Start of Block
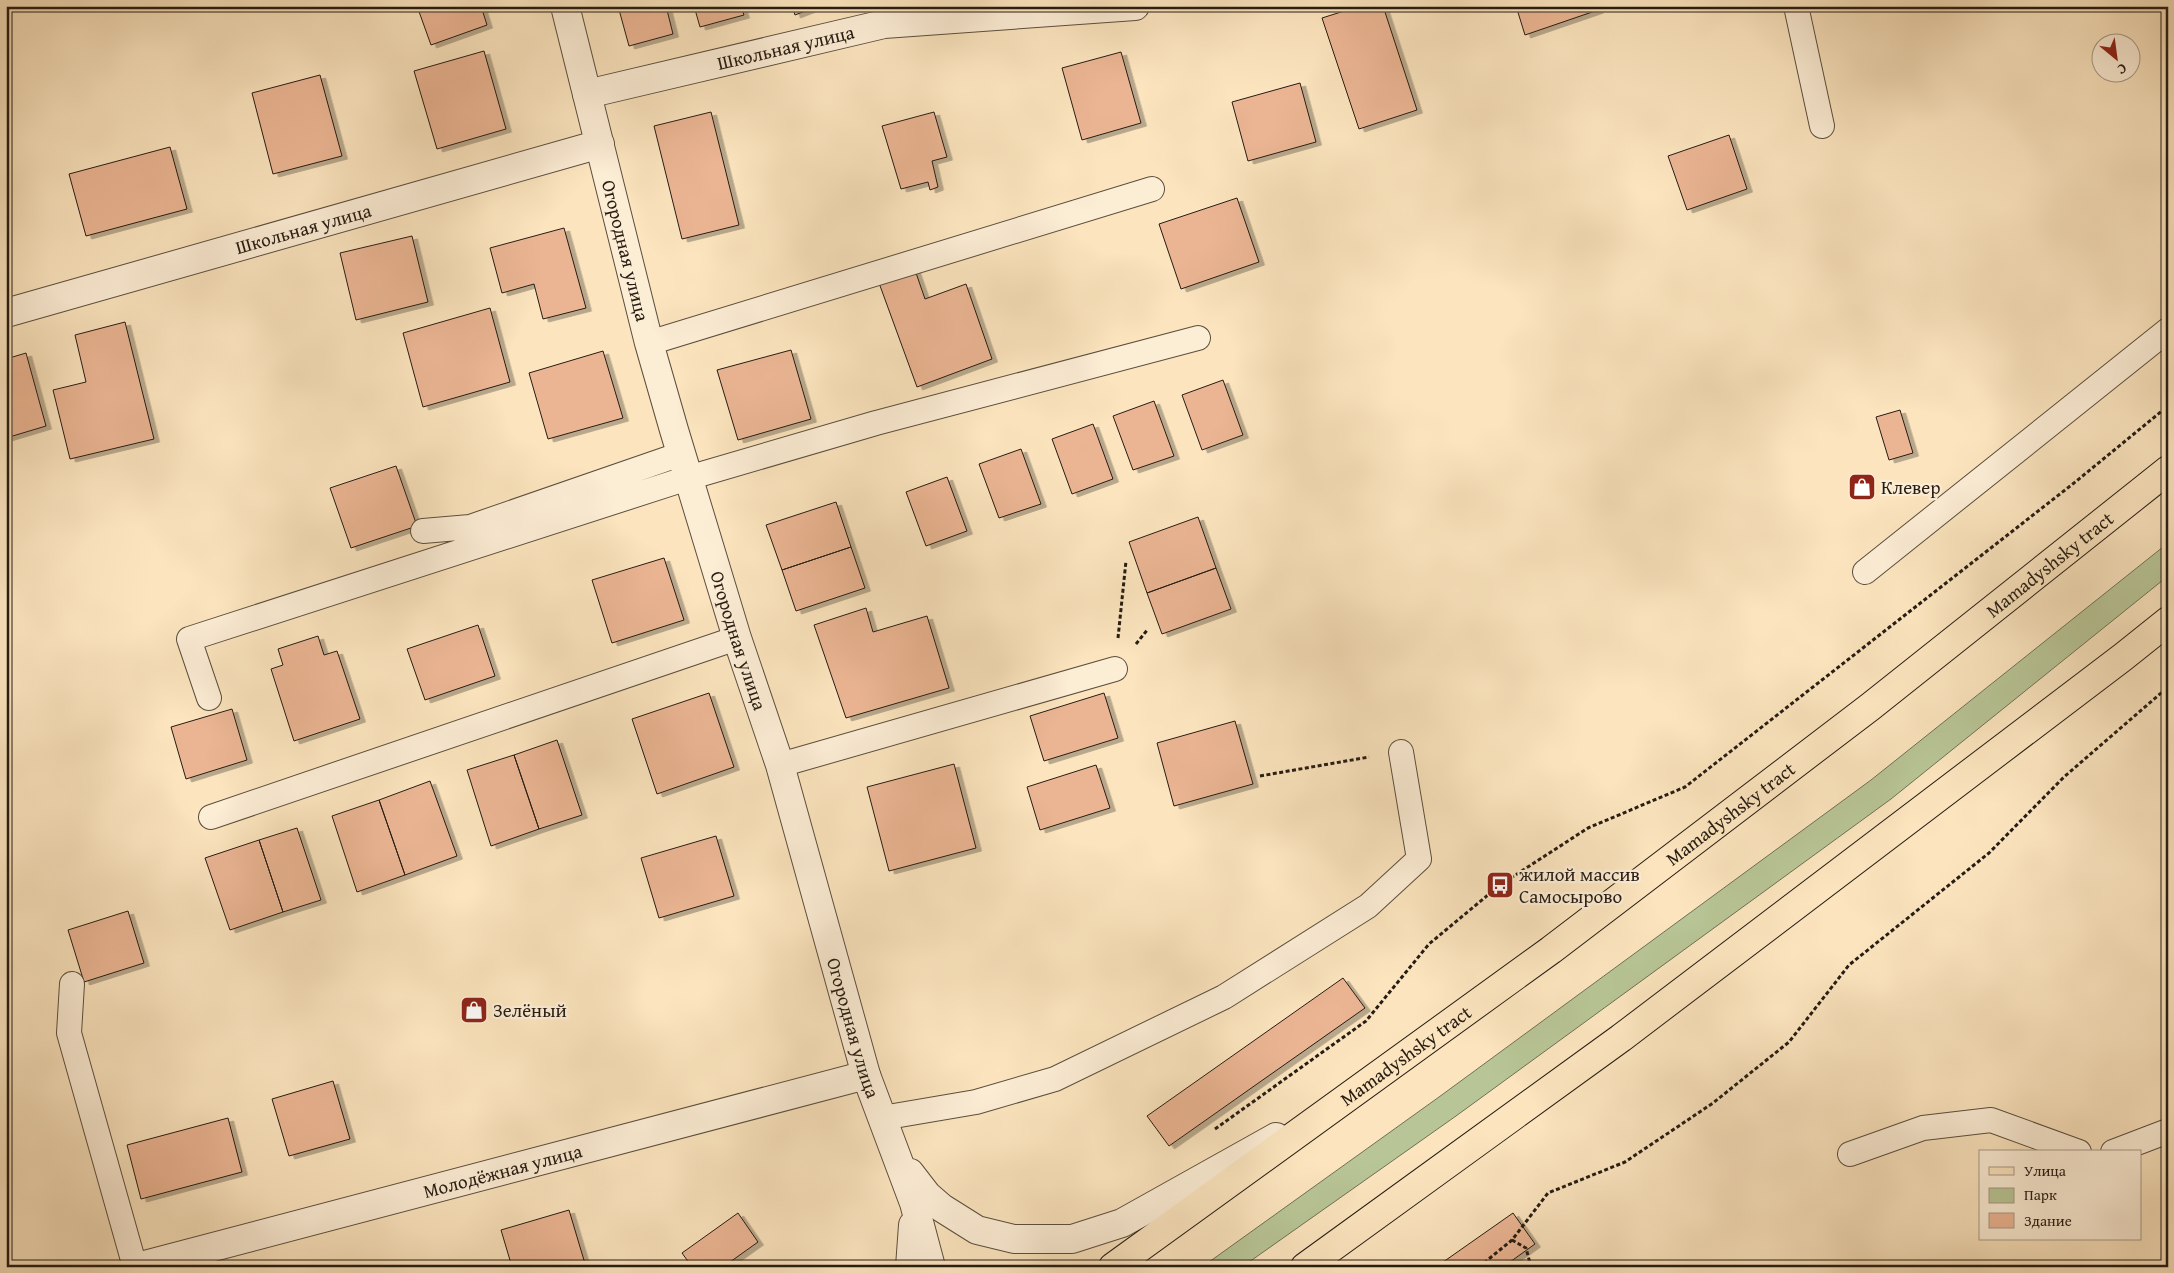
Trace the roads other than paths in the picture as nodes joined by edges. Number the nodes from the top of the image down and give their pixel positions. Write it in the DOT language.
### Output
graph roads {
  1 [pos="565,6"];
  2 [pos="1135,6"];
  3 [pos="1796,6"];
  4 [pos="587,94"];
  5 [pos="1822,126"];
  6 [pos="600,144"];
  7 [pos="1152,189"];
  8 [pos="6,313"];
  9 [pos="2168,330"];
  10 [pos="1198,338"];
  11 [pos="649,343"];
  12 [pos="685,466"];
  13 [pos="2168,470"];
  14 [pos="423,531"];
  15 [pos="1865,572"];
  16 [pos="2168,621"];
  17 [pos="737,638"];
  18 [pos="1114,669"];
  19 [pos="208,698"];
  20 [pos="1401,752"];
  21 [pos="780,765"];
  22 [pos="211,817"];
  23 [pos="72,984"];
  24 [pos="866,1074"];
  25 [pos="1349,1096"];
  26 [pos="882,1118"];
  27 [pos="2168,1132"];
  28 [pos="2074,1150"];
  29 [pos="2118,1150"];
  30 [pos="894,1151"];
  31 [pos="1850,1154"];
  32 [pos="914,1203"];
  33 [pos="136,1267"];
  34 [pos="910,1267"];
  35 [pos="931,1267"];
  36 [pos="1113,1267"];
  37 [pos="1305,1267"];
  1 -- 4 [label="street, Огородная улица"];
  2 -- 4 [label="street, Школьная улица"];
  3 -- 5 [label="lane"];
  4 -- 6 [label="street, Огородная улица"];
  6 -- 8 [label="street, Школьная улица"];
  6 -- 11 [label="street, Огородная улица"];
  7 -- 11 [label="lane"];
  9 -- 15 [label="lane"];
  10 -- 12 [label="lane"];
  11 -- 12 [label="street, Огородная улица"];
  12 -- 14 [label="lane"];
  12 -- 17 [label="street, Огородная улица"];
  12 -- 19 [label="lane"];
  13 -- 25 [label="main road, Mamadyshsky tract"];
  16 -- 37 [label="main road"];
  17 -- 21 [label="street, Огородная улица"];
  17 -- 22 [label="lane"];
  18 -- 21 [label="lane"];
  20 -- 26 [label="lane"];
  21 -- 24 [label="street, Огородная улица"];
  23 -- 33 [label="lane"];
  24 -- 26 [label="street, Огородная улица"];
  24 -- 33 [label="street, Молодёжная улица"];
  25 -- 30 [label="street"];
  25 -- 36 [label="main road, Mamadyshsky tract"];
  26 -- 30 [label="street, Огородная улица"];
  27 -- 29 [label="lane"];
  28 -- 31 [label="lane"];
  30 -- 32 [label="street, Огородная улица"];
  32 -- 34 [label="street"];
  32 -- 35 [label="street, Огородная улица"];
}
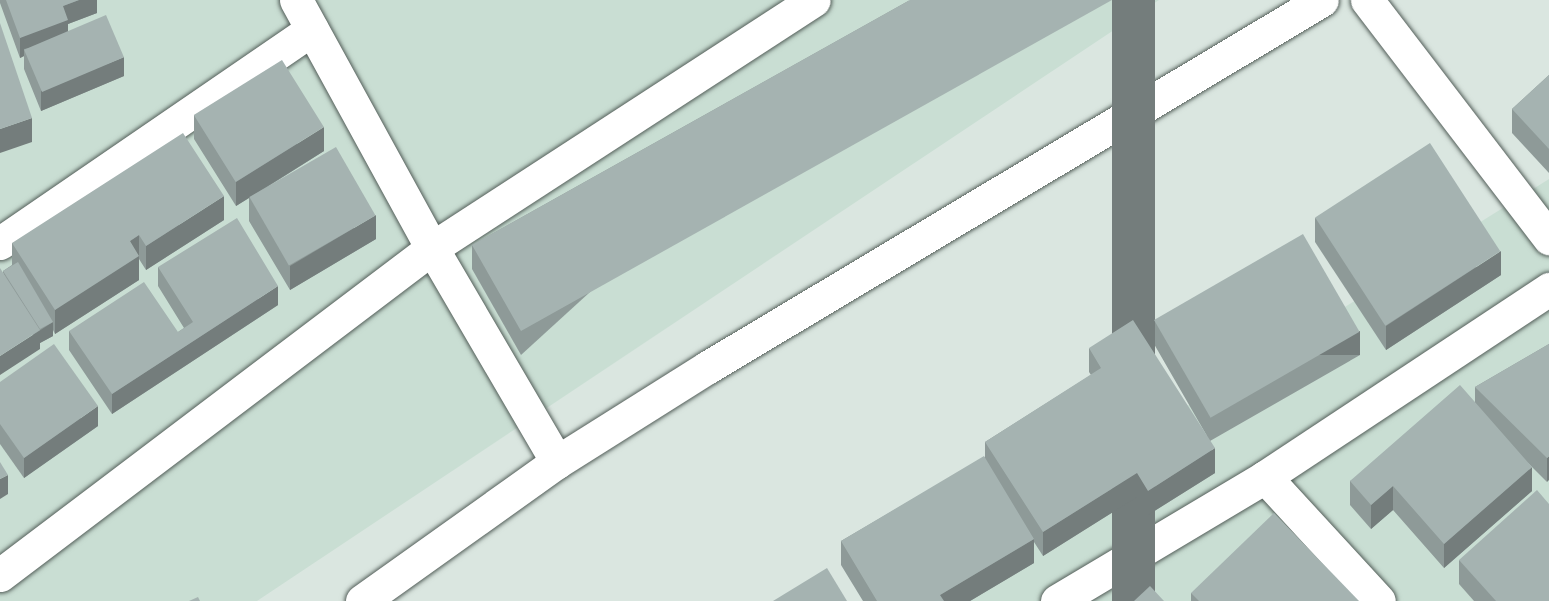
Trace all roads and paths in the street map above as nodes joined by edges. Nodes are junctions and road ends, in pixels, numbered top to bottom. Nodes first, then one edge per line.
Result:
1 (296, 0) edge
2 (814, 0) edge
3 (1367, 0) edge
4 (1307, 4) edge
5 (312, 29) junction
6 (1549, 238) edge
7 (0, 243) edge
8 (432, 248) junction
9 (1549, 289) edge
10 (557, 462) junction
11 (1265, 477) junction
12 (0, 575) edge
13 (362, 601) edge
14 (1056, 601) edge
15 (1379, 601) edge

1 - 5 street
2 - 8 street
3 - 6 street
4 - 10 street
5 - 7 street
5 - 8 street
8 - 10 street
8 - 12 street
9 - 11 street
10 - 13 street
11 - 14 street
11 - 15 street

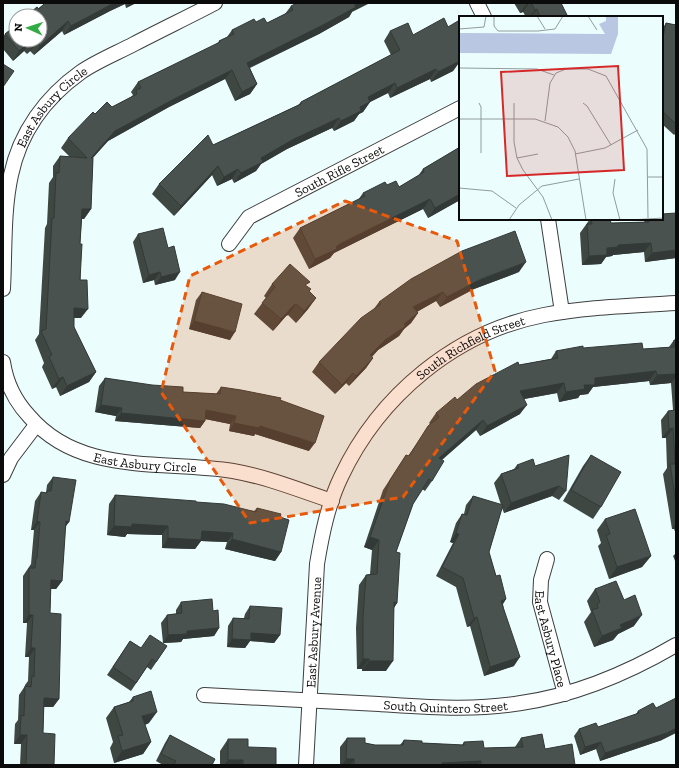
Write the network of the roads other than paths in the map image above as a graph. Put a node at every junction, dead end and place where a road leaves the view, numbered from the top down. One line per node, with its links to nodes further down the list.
End of Block
**ACTIVITY**
Pick out the lines above containing the word "other", then copy them.

**RESULT OF THE TASK**
Trace the roads other than paths in the picture as nodes joined by edges. Number the nodes from the top of the image down and give their pixel positions. Write it in the DOT language.
Write the network of the roads other than paths in the map image above as a graph. Put a node at every junction, dead end and place where a road leaves the view, numbered from the top down. One line per node, with its links to nodes further down the list.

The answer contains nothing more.